→ THE PROBLEM: Retype the whole listing below exactly, keeping every picture out of it.

::::::

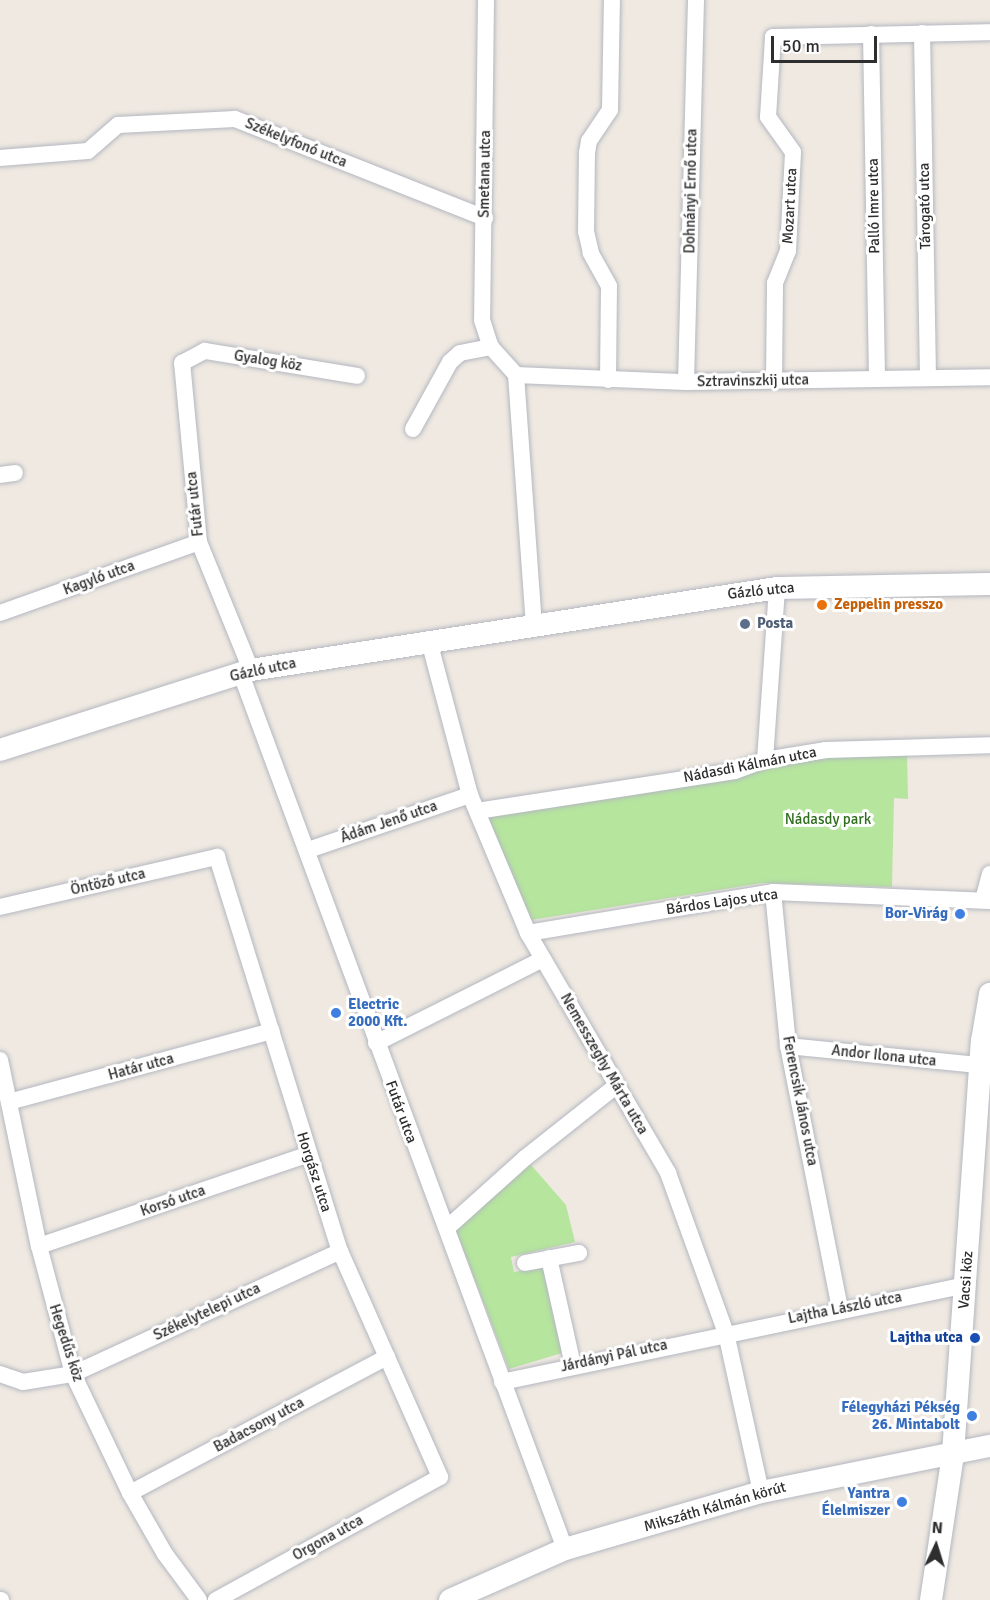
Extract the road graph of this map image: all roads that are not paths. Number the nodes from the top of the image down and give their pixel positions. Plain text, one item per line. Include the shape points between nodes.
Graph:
1 (486, 0) edge
2 (612, 0) edge
3 (696, 0) edge
4 (990, 32) edge
5 (922, 33) junction
6 (871, 34) junction
7 (0, 158) edge
8 (485, 218) junction
9 (490, 347) junction
10 (182, 363) joint
11 (516, 375) junction
12 (357, 376) dead end
13 (990, 377) edge
14 (877, 378) junction
15 (928, 378) junction
16 (608, 380) junction
17 (774, 381) junction
18 (686, 382) junction
19 (413, 429) dead end
20 (199, 542) junction
21 (990, 584) edge
22 (777, 588) junction
23 (0, 613) edge
24 (534, 625) junction
25 (429, 641) junction
26 (246, 672) junction
27 (990, 745) edge
28 (0, 750) edge
29 (765, 760) junction
30 (470, 795) junction
31 (477, 811) junction
32 (308, 850) junction
33 (217, 857) joint
34 (990, 874) edge
35 (773, 892) junction
36 (987, 900) edge
37 (0, 907) edge
38 (528, 933) junction
39 (543, 959) junction
40 (990, 994) edge
41 (272, 1031) junction
42 (986, 1041) edge
43 (376, 1042) junction
44 (788, 1046) junction
45 (0, 1060) edge
46 (981, 1065) junction
47 (616, 1086) junction
48 (7, 1114) edge
49 (307, 1155) junction
50 (447, 1228) junction
51 (39, 1246) junction
52 (340, 1251) junction
53 (579, 1253) dead end
54 (549, 1258) junction
55 (525, 1263) dead end
56 (965, 1285) junction
57 (840, 1308) junction
58 (726, 1333) junction
59 (387, 1357) junction
60 (573, 1365) junction
61 (0, 1374) edge
62 (73, 1374) junction
63 (502, 1382) junction
64 (990, 1446) edge
65 (953, 1454) junction
66 (441, 1477) joint
67 (760, 1492) junction
68 (130, 1493) junction
69 (565, 1549) junction
70 (199, 1600) edge
71 (216, 1600) edge
72 (450, 1600) edge
73 (931, 1600) edge

1 - 8 street, Smetana utca
2 - 16 street via 610,110 589,141 586,153 586,231 591,253 609,286
3 - 18 street, Dohnányi Ernő utca
4 - 5 street, Mozart utca
5 - 6 street, Mozart utca
5 - 15 street, Tárogató utca
6 - 14 street, Palló Imre utca
6 - 17 street, Mozart utca via 773,37 768,117 793,152 788,251 775,283
7 - 8 street, Székelyfonó utca via 88,151 118,126 235,119
8 - 9 street, Smetana utca via 482,320
9 - 11 street, Smetana utca
9 - 19 street via 460,353 450,362
10 - 12 street, Gyalog köz via 205,351
10 - 20 street, Futár utca
11 - 16 street, Sztravinszkij utca
11 - 24 street
13 - 15 street, Sztravinszkij utca
14 - 15 street, Sztravinszkij utca
14 - 17 street, Sztravinszkij utca
16 - 18 street, Sztravinszkij utca
17 - 18 street, Sztravinszkij utca
20 - 23 street, Kagyló utca
20 - 26 street, Futár utca
21 - 22 street, Gázló utca
22 - 24 street, Gázló utca
22 - 29 street
24 - 25 street, Gázló utca
25 - 26 street, Gázló utca
25 - 30 street, Nemesszeghy Márta utca
26 - 28 street, Gázló utca
26 - 32 street, Futár utca
27 - 29 street, Nádasdi Kálmán utca via 826,750
29 - 31 street, Nádasdi Kálmán utca via 735,771
30 - 31 street, Nemesszeghy Márta utca
30 - 32 street, Ádám Jenő utca
31 - 38 street, Nemesszeghy Márta utca
32 - 43 street, Futár utca
33 - 37 street, Öntöző utca
33 - 41 street, Horgász utca
34 - 36 street
35 - 36 street, Bárdos Lajos utca
35 - 38 street, Bárdos Lajos utca
35 - 44 street, Ferencsik János utca
38 - 39 street, Nemesszeghy Márta utca
39 - 43 street
39 - 47 street, Nemesszeghy Márta utca
40 - 42 street, Vacsi köz
41 - 48 street, Határ utca
41 - 49 street, Horgász utca
42 - 46 street, Vacsi köz
43 - 50 street, Futár utca
44 - 46 street, Andor Ilona utca
44 - 57 street, Ferencsik János utca
45 - 48 street, Hegedűs köz
46 - 56 street, Vacsi köz
47 - 50 street via 525,1158
47 - 58 street, Nemesszeghy Márta utca via 668,1173
48 - 51 street, Hegedűs köz
49 - 51 street, Korsó utca
49 - 52 street, Horgász utca
50 - 63 street, Futár utca
51 - 62 street, Hegedűs köz
52 - 59 street, Horgász utca
52 - 62 street, Székelytelepi utca
53 - 54 street
54 - 55 street
54 - 60 street
56 - 57 street, Lajtha László utca
56 - 65 street, Vacsi köz
57 - 58 street, Lajtha László utca
58 - 60 street, Járdányi Pál utca
58 - 67 street, Nemesszeghy Márta utca
59 - 66 street, Horgász utca
59 - 68 street, Badacsony utca
60 - 63 street, Járdányi Pál utca
61 - 62 street, Székelytelepi utca via 23,1382
62 - 68 street, Hegedűs köz
63 - 69 street, Futár utca
64 - 65 street, Mikszáth Kálmán körút
65 - 67 street, Mikszáth Kálmán körút
65 - 73 street, Vacsi köz
66 - 71 street, Orgona utca
67 - 69 street, Mikszáth Kálmán körút
68 - 70 street, Hegedűs köz via 165,1554
69 - 72 street, Mikszáth Kálmán körút

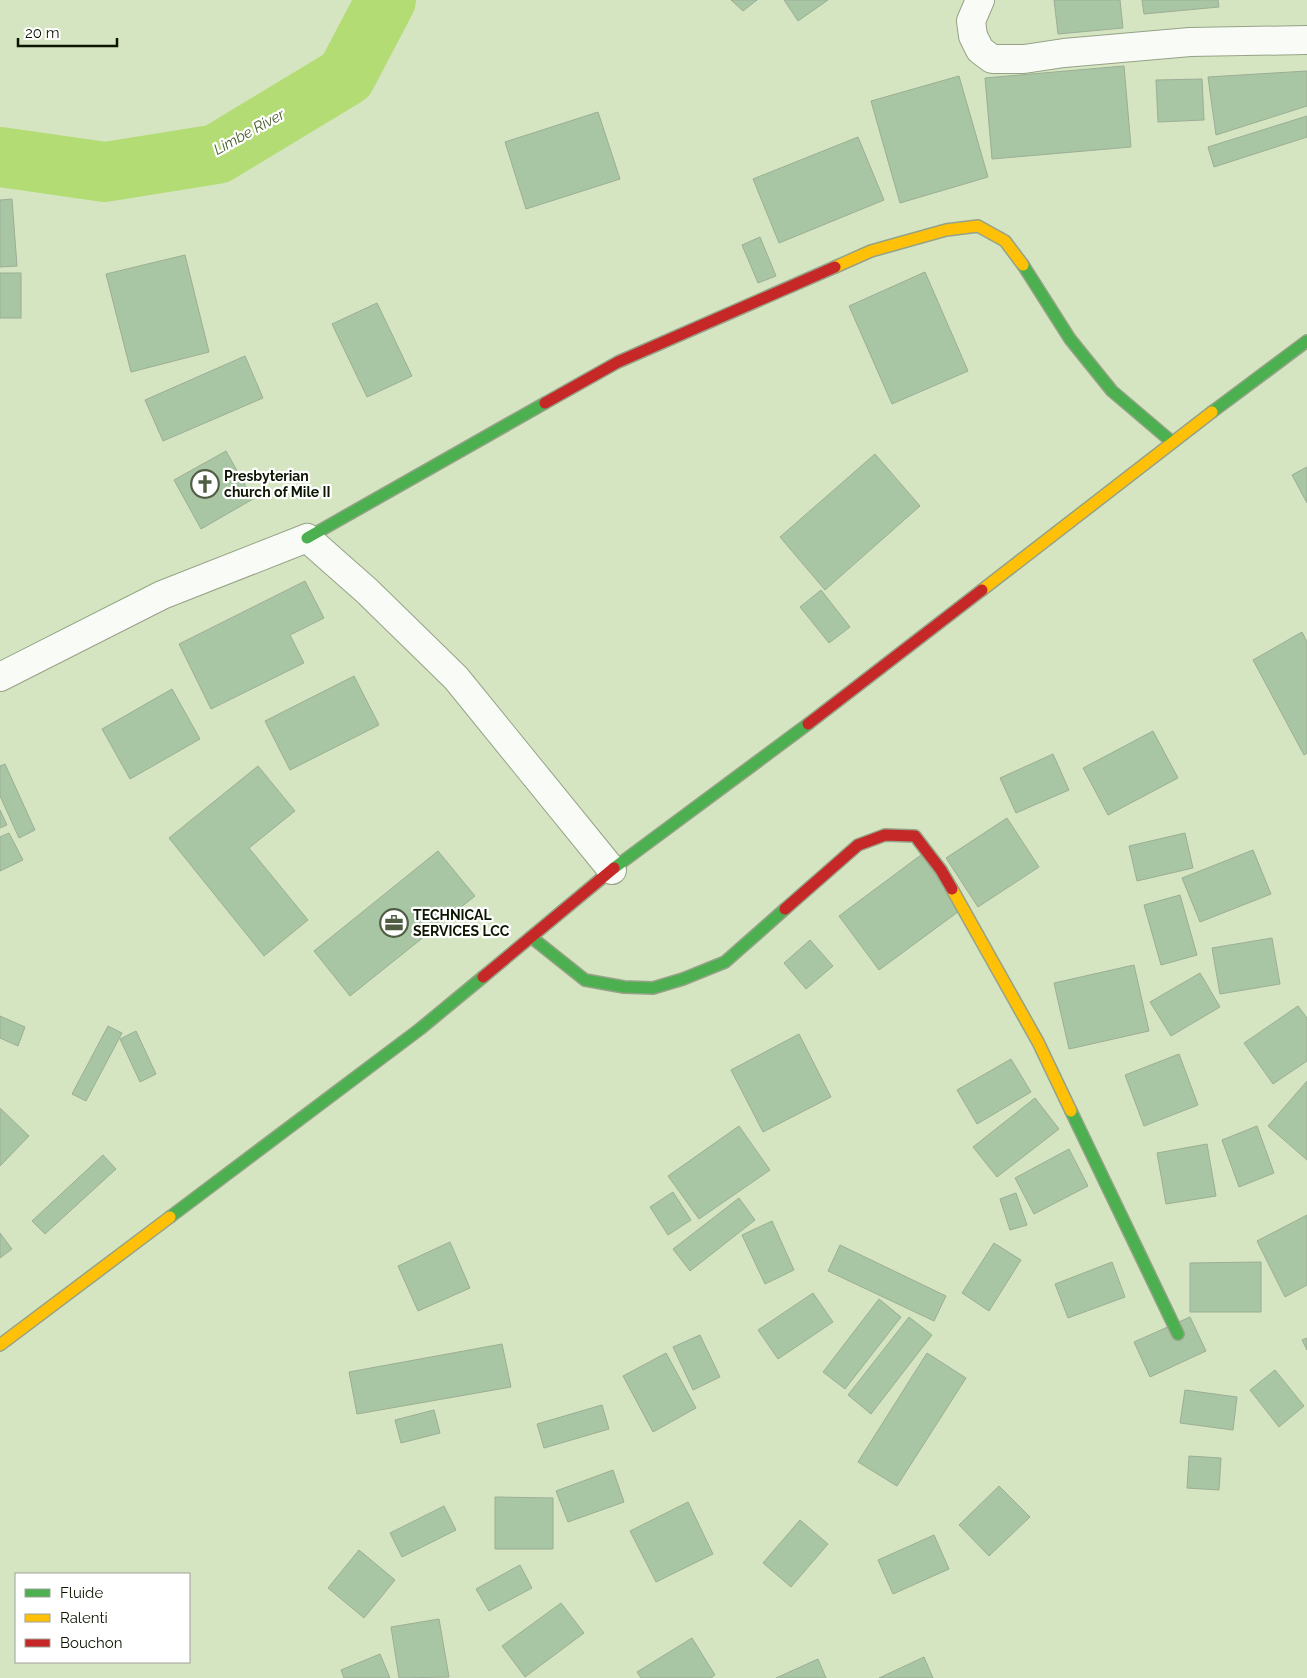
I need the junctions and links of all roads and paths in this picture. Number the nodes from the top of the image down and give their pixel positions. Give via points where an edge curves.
1 (980, 0) edge
2 (1307, 40) edge
3 (1307, 341) edge
4 (1172, 442) junction
5 (307, 538) junction
6 (0, 677) edge
7 (612, 870) junction
8 (531, 937) junction
9 (1178, 1334) dead end
10 (0, 1345) edge

1 - 2 street via 972,21 973,36 980,50 992,59 1024,59 1190,42
3 - 4 main road
4 - 5 main road via 1112,391 1070,339 1005,241 978,226 946,230 871,250 618,362
4 - 7 main road via 847,695
5 - 6 street via 162,596
5 - 7 street via 456,678
7 - 8 main road
8 - 9 main road via 585,980 653,988 725,962 858,844 879,835 915,836 941,870 1038,1042
8 - 10 main road via 420,1028

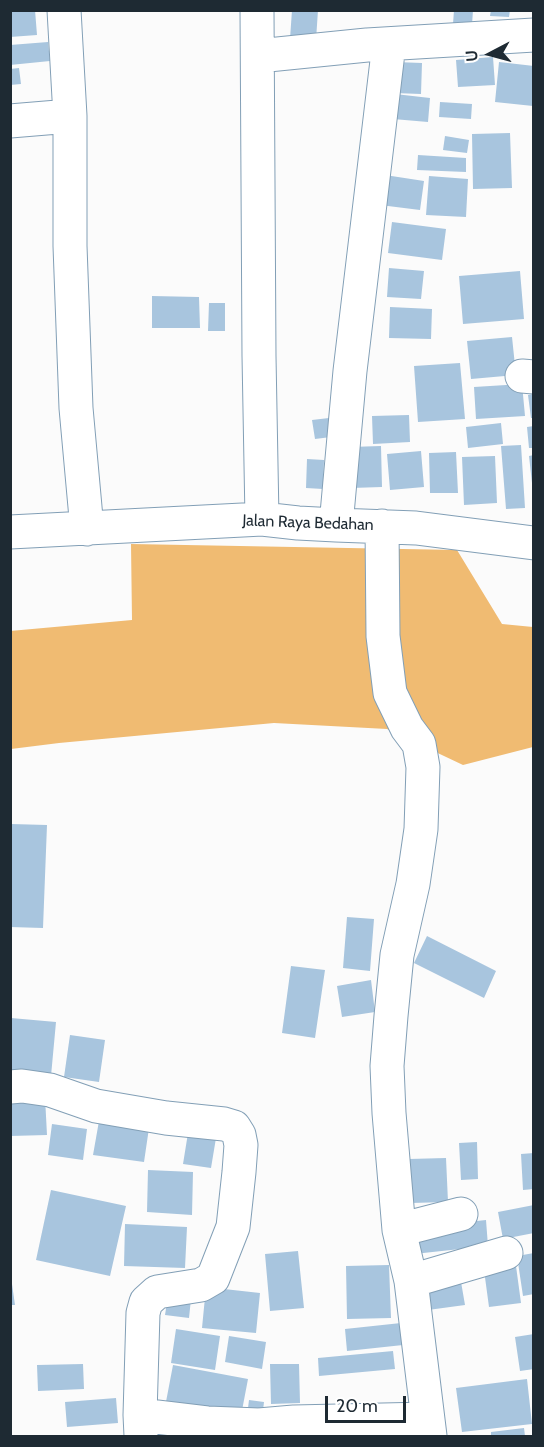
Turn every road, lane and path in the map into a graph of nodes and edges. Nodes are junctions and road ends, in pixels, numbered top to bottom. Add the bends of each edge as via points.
1 (64, 10) edge
2 (257, 10) edge
3 (534, 35) edge
4 (388, 44) junction
5 (258, 56) junction
6 (70, 116) junction
7 (10, 121) edge
8 (262, 519) junction
9 (336, 525) junction
10 (382, 526) junction
11 (87, 529) junction
12 (10, 532) edge
13 (534, 543) edge
14 (10, 1087) edge
15 (461, 1214) dead end
16 (399, 1230) junction
17 (506, 1253) dead end
18 (411, 1281) junction
19 (140, 1426) edge
20 (429, 1428) edge

1 - 6 street
2 - 5 street
3 - 4 street
4 - 5 street
4 - 9 street
5 - 8 street
6 - 7 street
6 - 11 street via 76,408
8 - 9 street, Jalan Raya Bedahan
8 - 11 street, Jalan Raya Bedahan
9 - 10 street, Jalan Raya Bedahan
10 - 13 street, Jalan Raya Bedahan
10 - 16 street via 382,636 390,693 419,744 423,767 421,829 398,955 387,1066
11 - 12 street, Jalan Raya Bedahan
14 - 19 street via 51,1090 96,1106 224,1124 239,1135 233,1227 213,1278 201,1285 157,1292 146,1302
15 - 16 street
16 - 18 street
17 - 18 street
18 - 20 street
19 - 20 street via 294,1422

::::::

→ ANSWER SECTION:
Extract the road graph of this map image: all roads that are not paths. Number the nodes from the top of the image down and give their pixel positions. Plain text, one item per line. Include the shape points between nodes.
Graph:
1 (486, 0) edge
2 (612, 0) edge
3 (696, 0) edge
4 (990, 32) edge
5 (922, 33) junction
6 (871, 34) junction
7 (0, 158) edge
8 (485, 218) junction
9 (490, 347) junction
10 (182, 363) joint
11 (516, 375) junction
12 (357, 376) dead end
13 (990, 377) edge
14 (877, 378) junction
15 (928, 378) junction
16 (608, 380) junction
17 (774, 381) junction
18 (686, 382) junction
19 (413, 429) dead end
20 (199, 542) junction
21 (990, 584) edge
22 (777, 588) junction
23 (0, 613) edge
24 (534, 625) junction
25 (429, 641) junction
26 (246, 672) junction
27 (990, 745) edge
28 (0, 750) edge
29 (765, 760) junction
30 (470, 795) junction
31 (477, 811) junction
32 (308, 850) junction
33 (217, 857) joint
34 (990, 874) edge
35 (773, 892) junction
36 (987, 900) edge
37 (0, 907) edge
38 (528, 933) junction
39 (543, 959) junction
40 (990, 994) edge
41 (272, 1031) junction
42 (986, 1041) edge
43 (376, 1042) junction
44 (788, 1046) junction
45 (0, 1060) edge
46 (981, 1065) junction
47 (616, 1086) junction
48 (7, 1114) edge
49 (307, 1155) junction
50 (447, 1228) junction
51 (39, 1246) junction
52 (340, 1251) junction
53 (579, 1253) dead end
54 (549, 1258) junction
55 (525, 1263) dead end
56 (965, 1285) junction
57 (840, 1308) junction
58 (726, 1333) junction
59 (387, 1357) junction
60 (573, 1365) junction
61 (0, 1374) edge
62 (73, 1374) junction
63 (502, 1382) junction
64 (990, 1446) edge
65 (953, 1454) junction
66 (441, 1477) joint
67 (760, 1492) junction
68 (130, 1493) junction
69 (565, 1549) junction
70 (199, 1600) edge
71 (216, 1600) edge
72 (450, 1600) edge
73 (931, 1600) edge

1 - 8 street, Smetana utca
2 - 16 street via 610,110 589,141 586,153 586,231 591,253 609,286
3 - 18 street, Dohnányi Ernő utca
4 - 5 street, Mozart utca
5 - 6 street, Mozart utca
5 - 15 street, Tárogató utca
6 - 14 street, Palló Imre utca
6 - 17 street, Mozart utca via 773,37 768,117 793,152 788,251 775,283
7 - 8 street, Székelyfonó utca via 88,151 118,126 235,119
8 - 9 street, Smetana utca via 482,320
9 - 11 street, Smetana utca
9 - 19 street via 460,353 450,362
10 - 12 street, Gyalog köz via 205,351
10 - 20 street, Futár utca
11 - 16 street, Sztravinszkij utca
11 - 24 street
13 - 15 street, Sztravinszkij utca
14 - 15 street, Sztravinszkij utca
14 - 17 street, Sztravinszkij utca
16 - 18 street, Sztravinszkij utca
17 - 18 street, Sztravinszkij utca
20 - 23 street, Kagyló utca
20 - 26 street, Futár utca
21 - 22 street, Gázló utca
22 - 24 street, Gázló utca
22 - 29 street
24 - 25 street, Gázló utca
25 - 26 street, Gázló utca
25 - 30 street, Nemesszeghy Márta utca
26 - 28 street, Gázló utca
26 - 32 street, Futár utca
27 - 29 street, Nádasdi Kálmán utca via 826,750
29 - 31 street, Nádasdi Kálmán utca via 735,771
30 - 31 street, Nemesszeghy Márta utca
30 - 32 street, Ádám Jenő utca
31 - 38 street, Nemesszeghy Márta utca
32 - 43 street, Futár utca
33 - 37 street, Öntöző utca
33 - 41 street, Horgász utca
34 - 36 street
35 - 36 street, Bárdos Lajos utca
35 - 38 street, Bárdos Lajos utca
35 - 44 street, Ferencsik János utca
38 - 39 street, Nemesszeghy Márta utca
39 - 43 street
39 - 47 street, Nemesszeghy Márta utca
40 - 42 street, Vacsi köz
41 - 48 street, Határ utca
41 - 49 street, Horgász utca
42 - 46 street, Vacsi köz
43 - 50 street, Futár utca
44 - 46 street, Andor Ilona utca
44 - 57 street, Ferencsik János utca
45 - 48 street, Hegedűs köz
46 - 56 street, Vacsi köz
47 - 50 street via 525,1158
47 - 58 street, Nemesszeghy Márta utca via 668,1173
48 - 51 street, Hegedűs köz
49 - 51 street, Korsó utca
49 - 52 street, Horgász utca
50 - 63 street, Futár utca
51 - 62 street, Hegedűs köz
52 - 59 street, Horgász utca
52 - 62 street, Székelytelepi utca
53 - 54 street
54 - 55 street
54 - 60 street
56 - 57 street, Lajtha László utca
56 - 65 street, Vacsi köz
57 - 58 street, Lajtha László utca
58 - 60 street, Járdányi Pál utca
58 - 67 street, Nemesszeghy Márta utca
59 - 66 street, Horgász utca
59 - 68 street, Badacsony utca
60 - 63 street, Járdányi Pál utca
61 - 62 street, Székelytelepi utca via 23,1382
62 - 68 street, Hegedűs köz
63 - 69 street, Futár utca
64 - 65 street, Mikszáth Kálmán körút
65 - 67 street, Mikszáth Kálmán körút
65 - 73 street, Vacsi köz
66 - 71 street, Orgona utca
67 - 69 street, Mikszáth Kálmán körút
68 - 70 street, Hegedűs köz via 165,1554
69 - 72 street, Mikszáth Kálmán körút

I need the junctions and links of all roads and paths in this picture. Number the nodes from the top of the image down and give their pixel positions. Give via points where an edge curves.
1 (980, 0) edge
2 (1307, 40) edge
3 (1307, 341) edge
4 (1172, 442) junction
5 (307, 538) junction
6 (0, 677) edge
7 (612, 870) junction
8 (531, 937) junction
9 (1178, 1334) dead end
10 (0, 1345) edge

1 - 2 street via 972,21 973,36 980,50 992,59 1024,59 1190,42
3 - 4 main road
4 - 5 main road via 1112,391 1070,339 1005,241 978,226 946,230 871,250 618,362
4 - 7 main road via 847,695
5 - 6 street via 162,596
5 - 7 street via 456,678
7 - 8 main road
8 - 9 main road via 585,980 653,988 725,962 858,844 879,835 915,836 941,870 1038,1042
8 - 10 main road via 420,1028

Turn every road, lane and path in the map into a graph of nodes and edges. Nodes are junctions and road ends, in pixels, numbered top to bottom. Add the bends of each edge as via points.
1 (64, 10) edge
2 (257, 10) edge
3 (534, 35) edge
4 (388, 44) junction
5 (258, 56) junction
6 (70, 116) junction
7 (10, 121) edge
8 (262, 519) junction
9 (336, 525) junction
10 (382, 526) junction
11 (87, 529) junction
12 (10, 532) edge
13 (534, 543) edge
14 (10, 1087) edge
15 (461, 1214) dead end
16 (399, 1230) junction
17 (506, 1253) dead end
18 (411, 1281) junction
19 (140, 1426) edge
20 (429, 1428) edge

1 - 6 street
2 - 5 street
3 - 4 street
4 - 5 street
4 - 9 street
5 - 8 street
6 - 7 street
6 - 11 street via 76,408
8 - 9 street, Jalan Raya Bedahan
8 - 11 street, Jalan Raya Bedahan
9 - 10 street, Jalan Raya Bedahan
10 - 13 street, Jalan Raya Bedahan
10 - 16 street via 382,636 390,693 419,744 423,767 421,829 398,955 387,1066
11 - 12 street, Jalan Raya Bedahan
14 - 19 street via 51,1090 96,1106 224,1124 239,1135 233,1227 213,1278 201,1285 157,1292 146,1302
15 - 16 street
16 - 18 street
17 - 18 street
18 - 20 street
19 - 20 street via 294,1422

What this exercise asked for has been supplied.